START Provided data

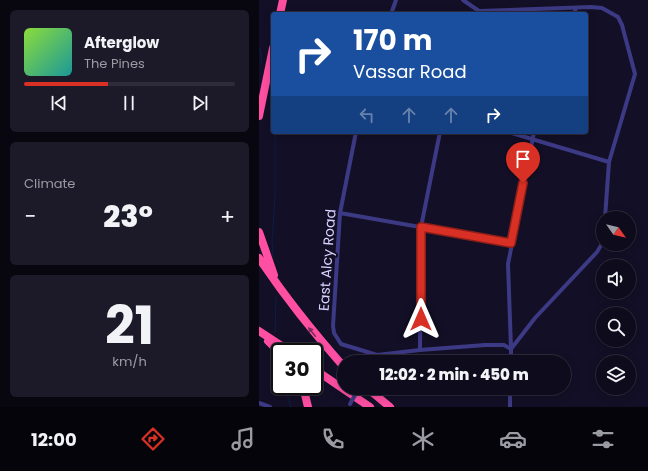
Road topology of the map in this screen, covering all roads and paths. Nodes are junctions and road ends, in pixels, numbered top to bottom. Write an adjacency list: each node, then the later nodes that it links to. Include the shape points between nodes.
1 (283, 0): 5 (highway)
2 (396, 0): 6 (street)
3 (463, 0): 7 (street)
4 (576, 8): 7 (street); 8 (street); 16 (street, via 602,8 617,17 622,25 635,74)
5 (280, 12)
6 (392, 12)
7 (479, 12)
8 (575, 12)
9 (271, 58): 10 (highway)
10 (259, 115)
11 (356, 134): 18 (street, East Alcy Road)
12 (440, 134): 19 (street)
13 (515, 134): 15 (street)
14 (533, 134): 15 (street)
15 (531, 139): 16 (street); 21 (street)
16 (609, 162): 17 (street)
17 (606, 211)
18 (340, 213): 19 (street); 30 (street, East Alcy Road, via 334,334 341,344)
19 (421, 227): 21 (street); 29 (street)
20 (259, 232): 24 (highway)
21 (511, 243): 28 (street, via 508,264)
22 (598, 251): 28 (street, via 535,318)
23 (259, 258): 24 (highway)
24 (281, 290): 32 (highway, one-way to 24)
25 (259, 331): 26 (highway); 27 (highway)
26 (277, 343)
27 (271, 344)
28 (511, 349): 29 (street, via 504,345); 31 (street)
29 (420, 350): 30 (street)
30 (377, 355)
31 (511, 355)
32 (337, 359)
33 (323, 375): 42 (highway)
34 (305, 395): 41 (highway)
35 (355, 395): 39 (street, bridge)
36 (375, 395): 43 (highway)
37 (510, 395): 44 (street)
38 (259, 403): 40 (street)
39 (349, 406)
40 (270, 407)
41 (308, 407)
42 (370, 407)
43 (390, 407)
44 (509, 407)

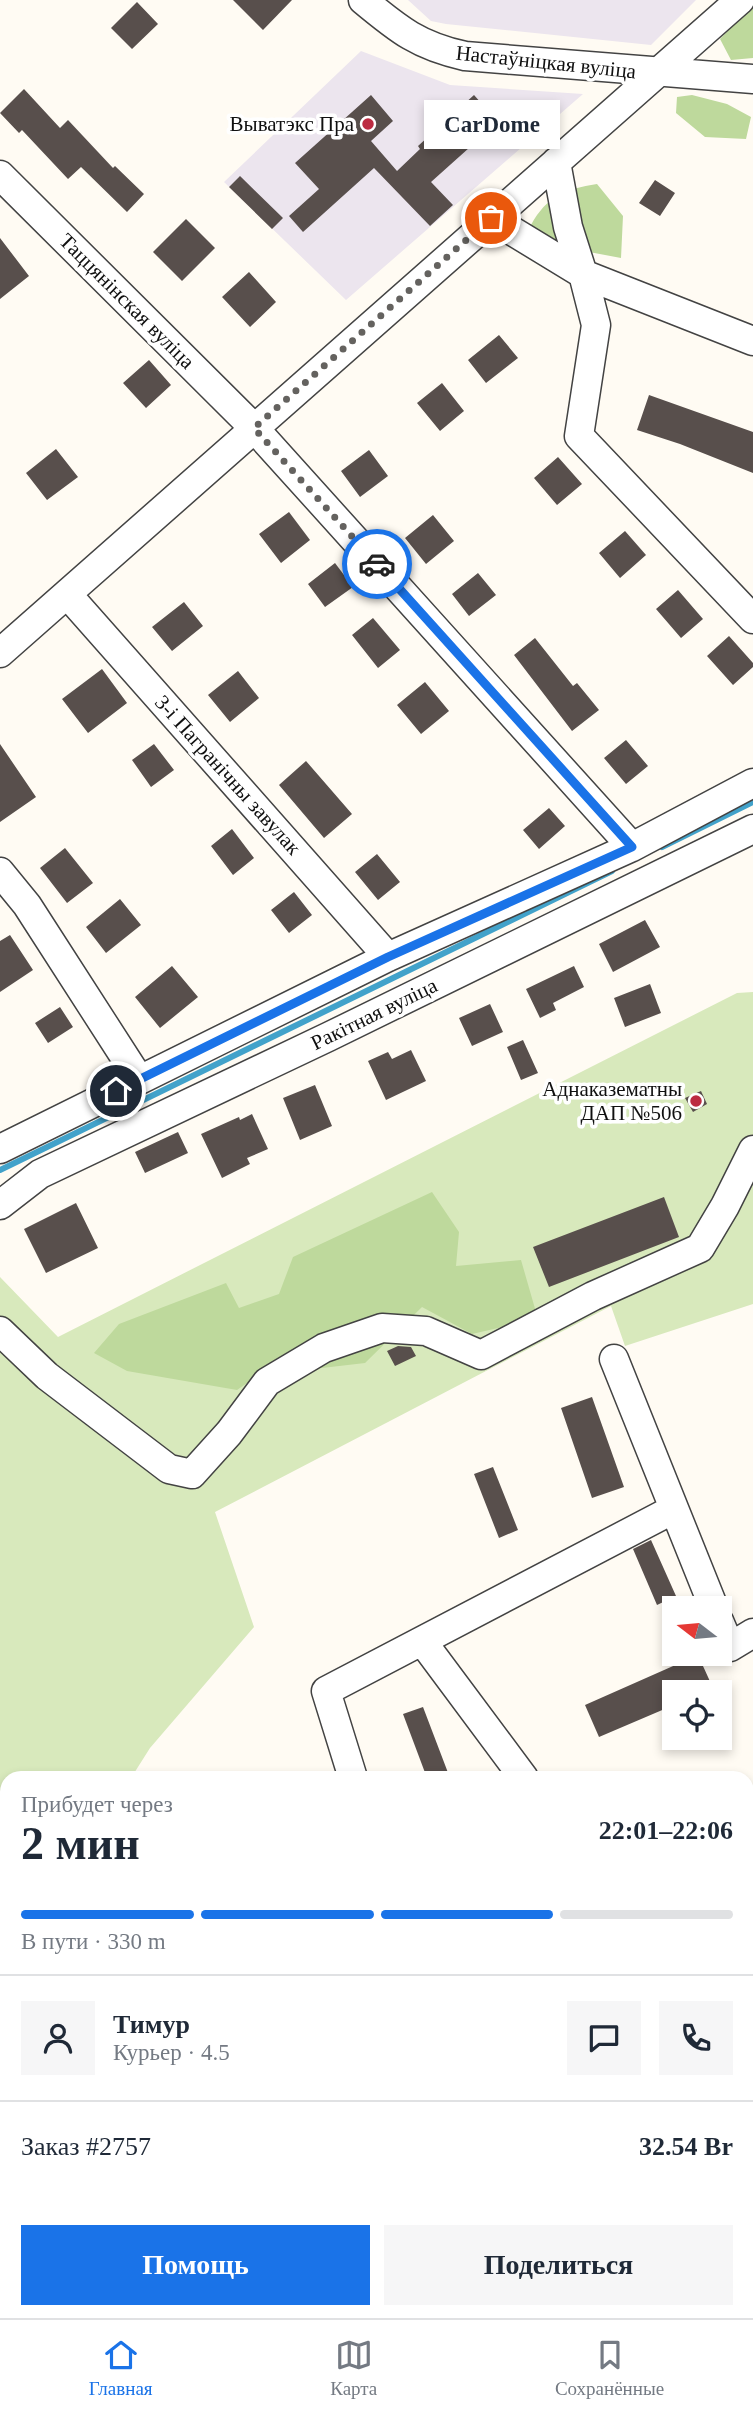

END Provided data

What the task requires - Omit the pictures; restate every entry word for word.

Answer box -
Road topology of the map in this screen, covering all roads and paths. Nodes are junctions and road ends, in pixels, numbered top to bottom. Write an adjacency list: each node, then the later nodes that it links to. Include the shape points between nodes.
1 (283, 0): 5 (highway)
2 (396, 0): 6 (street)
3 (463, 0): 7 (street)
4 (576, 8): 7 (street); 8 (street); 16 (street, via 602,8 617,17 622,25 635,74)
5 (280, 12)
6 (392, 12)
7 (479, 12)
8 (575, 12)
9 (271, 58): 10 (highway)
10 (259, 115)
11 (356, 134): 18 (street, East Alcy Road)
12 (440, 134): 19 (street)
13 (515, 134): 15 (street)
14 (533, 134): 15 (street)
15 (531, 139): 16 (street); 21 (street)
16 (609, 162): 17 (street)
17 (606, 211)
18 (340, 213): 19 (street); 30 (street, East Alcy Road, via 334,334 341,344)
19 (421, 227): 21 (street); 29 (street)
20 (259, 232): 24 (highway)
21 (511, 243): 28 (street, via 508,264)
22 (598, 251): 28 (street, via 535,318)
23 (259, 258): 24 (highway)
24 (281, 290): 32 (highway, one-way to 24)
25 (259, 331): 26 (highway); 27 (highway)
26 (277, 343)
27 (271, 344)
28 (511, 349): 29 (street, via 504,345); 31 (street)
29 (420, 350): 30 (street)
30 (377, 355)
31 (511, 355)
32 (337, 359)
33 (323, 375): 42 (highway)
34 (305, 395): 41 (highway)
35 (355, 395): 39 (street, bridge)
36 (375, 395): 43 (highway)
37 (510, 395): 44 (street)
38 (259, 403): 40 (street)
39 (349, 406)
40 (270, 407)
41 (308, 407)
42 (370, 407)
43 (390, 407)
44 (509, 407)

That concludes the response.